Given ##\lim (a_n) = 0##, we have for every ##\epsilon \gt 0## an N such that
$$
n \geq N \implies |a_n| \lt \epsilon$$
as all ##a_n## are positive, we can simply write
$$
n \geq N \implies a_n \lt \epsilon
$$

Consider the alternating series ##\sum_{n=1}^{\infty} (-1)^{n+1} a_n##. Let ##(s_n)## denote sequence of partial sums.
## |s_{N+k} - s_N| = | (-1)^{N+2} a_{N+1} + (-1)^{N+3} a_{N+2} + (-1)^{N+4} a_{N+3} + \cdots + (-1)^{N+k+1} a_{N+k} | \lt a_{N+1} \lt \epsilon##,

(We can prove by induction that for a decreasing positive sequence the following is always true
$$
a_1 - a_2 + a_3 - a_4 \cdots \pm a_n \lt a_1
$$
Base case n=2: ##a_1 -a_2 \lt a_1##. TRUE.

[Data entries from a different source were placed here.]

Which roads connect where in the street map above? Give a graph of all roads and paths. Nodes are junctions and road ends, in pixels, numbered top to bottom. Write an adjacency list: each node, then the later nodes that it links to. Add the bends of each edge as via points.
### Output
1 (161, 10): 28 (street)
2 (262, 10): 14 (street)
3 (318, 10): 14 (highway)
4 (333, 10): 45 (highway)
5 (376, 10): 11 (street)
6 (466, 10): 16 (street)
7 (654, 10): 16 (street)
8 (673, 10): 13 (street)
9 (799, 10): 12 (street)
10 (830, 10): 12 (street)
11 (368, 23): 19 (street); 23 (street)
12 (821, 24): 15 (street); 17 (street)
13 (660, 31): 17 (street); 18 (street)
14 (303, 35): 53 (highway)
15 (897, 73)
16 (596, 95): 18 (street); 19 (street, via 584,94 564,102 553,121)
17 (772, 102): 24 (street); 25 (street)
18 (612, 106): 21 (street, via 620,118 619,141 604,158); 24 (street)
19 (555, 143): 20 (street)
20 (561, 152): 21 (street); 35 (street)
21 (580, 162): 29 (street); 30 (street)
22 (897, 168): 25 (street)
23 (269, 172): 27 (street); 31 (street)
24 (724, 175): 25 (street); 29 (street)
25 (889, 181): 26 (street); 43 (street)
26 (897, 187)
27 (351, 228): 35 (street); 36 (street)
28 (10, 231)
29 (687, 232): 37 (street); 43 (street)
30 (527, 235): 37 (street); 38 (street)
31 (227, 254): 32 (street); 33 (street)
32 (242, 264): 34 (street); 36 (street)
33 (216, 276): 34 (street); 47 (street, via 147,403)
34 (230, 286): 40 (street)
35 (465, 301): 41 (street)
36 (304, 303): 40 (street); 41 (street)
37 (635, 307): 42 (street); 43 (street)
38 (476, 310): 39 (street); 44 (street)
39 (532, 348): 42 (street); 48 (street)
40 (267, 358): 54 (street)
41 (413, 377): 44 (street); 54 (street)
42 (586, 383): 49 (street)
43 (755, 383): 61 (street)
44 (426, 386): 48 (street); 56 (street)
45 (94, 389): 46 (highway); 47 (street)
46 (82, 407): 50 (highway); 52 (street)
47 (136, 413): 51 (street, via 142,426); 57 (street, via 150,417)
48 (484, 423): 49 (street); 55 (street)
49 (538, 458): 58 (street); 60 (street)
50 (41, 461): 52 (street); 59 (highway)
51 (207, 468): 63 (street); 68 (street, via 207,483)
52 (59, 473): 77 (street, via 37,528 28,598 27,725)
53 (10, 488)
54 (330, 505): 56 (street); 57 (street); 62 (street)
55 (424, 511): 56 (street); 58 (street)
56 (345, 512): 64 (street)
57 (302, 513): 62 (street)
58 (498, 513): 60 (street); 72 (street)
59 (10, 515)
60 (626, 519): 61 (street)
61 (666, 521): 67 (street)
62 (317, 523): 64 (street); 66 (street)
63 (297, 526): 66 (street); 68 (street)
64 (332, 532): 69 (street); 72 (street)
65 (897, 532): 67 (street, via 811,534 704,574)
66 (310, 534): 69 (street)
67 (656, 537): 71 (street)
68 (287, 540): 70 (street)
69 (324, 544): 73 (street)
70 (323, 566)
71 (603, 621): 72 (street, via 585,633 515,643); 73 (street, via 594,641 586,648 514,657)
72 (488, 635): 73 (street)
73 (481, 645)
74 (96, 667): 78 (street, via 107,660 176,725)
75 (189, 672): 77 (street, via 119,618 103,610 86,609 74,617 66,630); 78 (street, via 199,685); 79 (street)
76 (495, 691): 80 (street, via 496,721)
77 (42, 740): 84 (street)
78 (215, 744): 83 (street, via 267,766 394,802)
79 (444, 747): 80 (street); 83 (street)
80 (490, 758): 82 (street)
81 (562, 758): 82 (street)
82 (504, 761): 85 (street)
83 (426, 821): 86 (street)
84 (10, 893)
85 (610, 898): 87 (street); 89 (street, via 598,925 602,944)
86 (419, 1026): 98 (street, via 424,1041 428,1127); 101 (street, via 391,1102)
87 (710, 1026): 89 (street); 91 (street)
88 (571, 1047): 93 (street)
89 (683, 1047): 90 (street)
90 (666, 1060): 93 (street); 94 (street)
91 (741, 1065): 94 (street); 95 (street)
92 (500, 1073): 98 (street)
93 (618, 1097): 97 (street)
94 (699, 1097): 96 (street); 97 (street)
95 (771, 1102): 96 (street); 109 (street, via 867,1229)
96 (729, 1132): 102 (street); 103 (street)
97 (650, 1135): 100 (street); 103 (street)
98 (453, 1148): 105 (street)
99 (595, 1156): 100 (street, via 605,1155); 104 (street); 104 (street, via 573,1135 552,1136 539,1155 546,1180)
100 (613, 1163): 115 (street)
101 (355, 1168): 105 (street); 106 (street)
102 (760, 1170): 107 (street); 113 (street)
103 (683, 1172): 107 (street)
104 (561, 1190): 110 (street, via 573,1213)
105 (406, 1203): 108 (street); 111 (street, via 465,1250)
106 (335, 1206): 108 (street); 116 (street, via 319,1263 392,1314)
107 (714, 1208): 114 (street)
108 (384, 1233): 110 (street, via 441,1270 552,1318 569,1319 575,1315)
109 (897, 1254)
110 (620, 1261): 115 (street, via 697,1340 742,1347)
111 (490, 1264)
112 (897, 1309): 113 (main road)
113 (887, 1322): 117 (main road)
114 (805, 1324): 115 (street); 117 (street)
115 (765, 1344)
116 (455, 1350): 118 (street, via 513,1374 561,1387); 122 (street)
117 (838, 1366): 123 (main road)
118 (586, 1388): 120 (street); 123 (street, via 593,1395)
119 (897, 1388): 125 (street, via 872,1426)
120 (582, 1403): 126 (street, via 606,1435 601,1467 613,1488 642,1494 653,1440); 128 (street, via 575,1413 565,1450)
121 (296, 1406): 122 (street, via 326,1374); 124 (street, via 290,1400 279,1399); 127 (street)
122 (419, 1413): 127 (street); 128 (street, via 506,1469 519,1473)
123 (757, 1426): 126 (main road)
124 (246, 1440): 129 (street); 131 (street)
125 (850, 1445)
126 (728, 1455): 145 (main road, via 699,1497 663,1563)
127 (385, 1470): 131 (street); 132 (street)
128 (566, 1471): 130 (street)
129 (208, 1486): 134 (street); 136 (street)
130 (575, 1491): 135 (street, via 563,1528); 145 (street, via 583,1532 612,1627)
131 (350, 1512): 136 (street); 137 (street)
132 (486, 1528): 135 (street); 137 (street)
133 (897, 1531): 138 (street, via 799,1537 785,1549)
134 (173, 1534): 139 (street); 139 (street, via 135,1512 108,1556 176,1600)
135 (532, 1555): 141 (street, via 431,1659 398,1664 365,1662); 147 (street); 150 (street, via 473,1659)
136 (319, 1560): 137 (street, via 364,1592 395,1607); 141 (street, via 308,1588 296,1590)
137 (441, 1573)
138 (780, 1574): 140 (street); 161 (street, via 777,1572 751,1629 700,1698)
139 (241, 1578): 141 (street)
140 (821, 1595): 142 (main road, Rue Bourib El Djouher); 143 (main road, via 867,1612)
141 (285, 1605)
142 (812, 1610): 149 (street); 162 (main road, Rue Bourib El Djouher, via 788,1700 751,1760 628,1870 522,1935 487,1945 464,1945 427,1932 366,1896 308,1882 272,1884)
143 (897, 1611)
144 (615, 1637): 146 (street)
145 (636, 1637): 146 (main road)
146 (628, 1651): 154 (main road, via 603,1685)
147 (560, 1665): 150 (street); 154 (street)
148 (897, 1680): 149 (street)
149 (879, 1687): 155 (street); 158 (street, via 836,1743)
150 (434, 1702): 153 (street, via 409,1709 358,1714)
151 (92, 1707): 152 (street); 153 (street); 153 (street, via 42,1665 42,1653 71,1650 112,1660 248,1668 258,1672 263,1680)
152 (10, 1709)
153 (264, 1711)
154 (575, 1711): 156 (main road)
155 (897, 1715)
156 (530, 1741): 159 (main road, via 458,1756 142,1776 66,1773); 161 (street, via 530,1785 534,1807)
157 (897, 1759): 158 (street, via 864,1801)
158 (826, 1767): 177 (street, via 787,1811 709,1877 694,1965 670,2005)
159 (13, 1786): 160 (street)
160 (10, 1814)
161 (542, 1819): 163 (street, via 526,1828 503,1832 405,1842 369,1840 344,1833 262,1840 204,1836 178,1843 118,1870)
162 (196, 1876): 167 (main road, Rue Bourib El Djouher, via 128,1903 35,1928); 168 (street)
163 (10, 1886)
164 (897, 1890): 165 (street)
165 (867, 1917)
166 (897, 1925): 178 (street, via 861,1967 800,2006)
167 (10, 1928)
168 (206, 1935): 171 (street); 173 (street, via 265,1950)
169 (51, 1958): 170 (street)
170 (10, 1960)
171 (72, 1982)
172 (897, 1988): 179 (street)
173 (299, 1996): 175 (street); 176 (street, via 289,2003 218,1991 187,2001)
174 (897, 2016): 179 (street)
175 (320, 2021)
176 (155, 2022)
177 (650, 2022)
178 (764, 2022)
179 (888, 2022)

Hypothesis: ##a_1 - a_2 + a_3 - a_4 + \cdots \pm a_n \lt a_1##

Induction:
Case (1): ##a_1 - a_2 + a_3 - a_4 + \cdots + a_n \lt a_1##
It is obvious that, ##a_1 - a_2 + a_3 - a_4 + \cdots + a_n - a_{n+1}\lt a_1##
because ##a_{n+1}## is positive.

Case(2): ##a_1 - a_2 + a_3 - a_4 + \cdots - a_n \lt a_1##
Since, our sequence is decreasing we certainly have
## a_1 + a_3 +a_5+ \cdots+ a_{n+1} \lt a_1 +a_2 + a_4+ \cdots + a_n ##
##a_1 - a_2 +a_3 -a_4 + \cdots -a_n + a_{n+1} \lt a_1##

Hence, proved.)
Hence, the sequence of partial sums is Cauchy, therefore it converges. The series, therefore, ##\sum_{n=1}^{\infty} (-1)^{n+1} a_n ## converges.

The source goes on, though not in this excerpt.